Submitted by ThrowRA_anniegone t3_1069a3k in relationship_advice

My bf and I have been together for three years. I (23F) have endometriosis and a few other problems going on with me. My bf (30M) constantly tries to have sex with me without stimulation. Now this is my first time posting here so stick with me.. okay so for those who don’t know, endometriosis is where your uterine lining grows outside the inside of your uterus. Like on the fallopian tubes on the ovaries etc.. now it’s different for everyone but I, unfortunately, experience pain during sex. (And pain just being alive but the worst pain during sex) The only way to not be in so much pain when this happens is for me to be stimulated first.
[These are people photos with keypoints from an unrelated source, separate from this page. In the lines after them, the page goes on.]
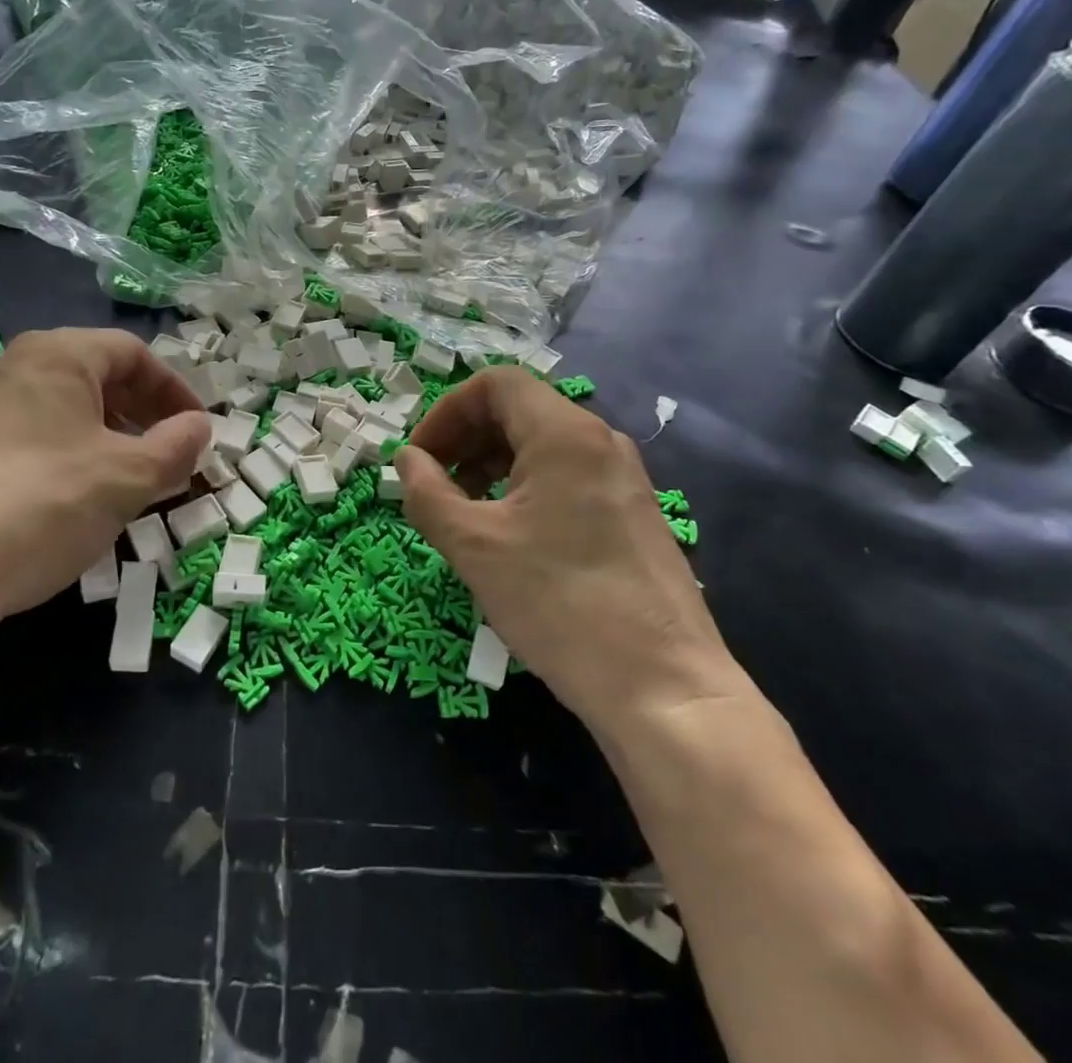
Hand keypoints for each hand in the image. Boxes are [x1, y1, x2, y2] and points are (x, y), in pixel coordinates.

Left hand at [0, 328, 209, 630]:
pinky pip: (34, 437)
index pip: (133, 353)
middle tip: (170, 455)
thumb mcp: (127, 477)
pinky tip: (79, 500)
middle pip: (98, 377)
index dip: (175, 389)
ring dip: (111, 438)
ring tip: (133, 481)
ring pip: (66, 410)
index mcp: (56, 355)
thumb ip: (176, 446)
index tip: (198, 429)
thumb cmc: (45, 504)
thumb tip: (201, 427)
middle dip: (144, 415)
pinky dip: (72, 456)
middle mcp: (14, 368)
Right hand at [394, 367, 739, 728]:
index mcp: (565, 433)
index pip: (495, 384)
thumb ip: (427, 493)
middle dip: (465, 438)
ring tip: (464, 511)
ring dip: (491, 464)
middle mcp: (600, 441)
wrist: (664, 688)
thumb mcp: (474, 546)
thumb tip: (407, 461)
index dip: (446, 411)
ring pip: (542, 445)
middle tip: (432, 484)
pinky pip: (567, 476)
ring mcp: (623, 478)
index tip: (419, 457)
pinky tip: (508, 534)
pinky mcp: (633, 513)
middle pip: (519, 410)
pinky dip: (524, 487)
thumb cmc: (559, 603)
So I’m sorry if this is TMI but it feels best if I come first before anything else happens. I try to not be so annoying about it because I’ve always felt like well maybe I’m being a bit of a baby. Also my bf will NOT go down on me unless I’ve taken a shower at most a few hours before hand. So sometimes when he wants it but I haven’t showered he just does it without stimulation. It hurts! Now this morning we had sex after the shower and it was great he went down on me I did same to him but then just now after dinner he was begging me to come lay down. We did and he just went in for it and I pushed him back to tell him I didn’t want that unless he got me off first. He sat up and said I did that to you this morning. “I know you did baby but I’m already in a little pain now and know I wouldn’t like this without you know” he got super upset saying I led him on to think I was going to have sex with him but “pulled this stunt” I told him I felt used when he doesn’t care about me being in pain from that and he told me to shut up and left the room. I texted him soon after and told him he should look at it in my prospective since I have disorder and cannot help the way I feel. And I feel used when he wants to just do the thing for himself and not make me feel comfortable in the process. He told me that he went down on me this morning so nothing will ever good enough for me. and that I need to look at it through HIS prospective because I got his hopes up for sex but turned him down. Now what do I do? I’m feeling so sad and so used… I’d really appreciate some advice on this. Thanks!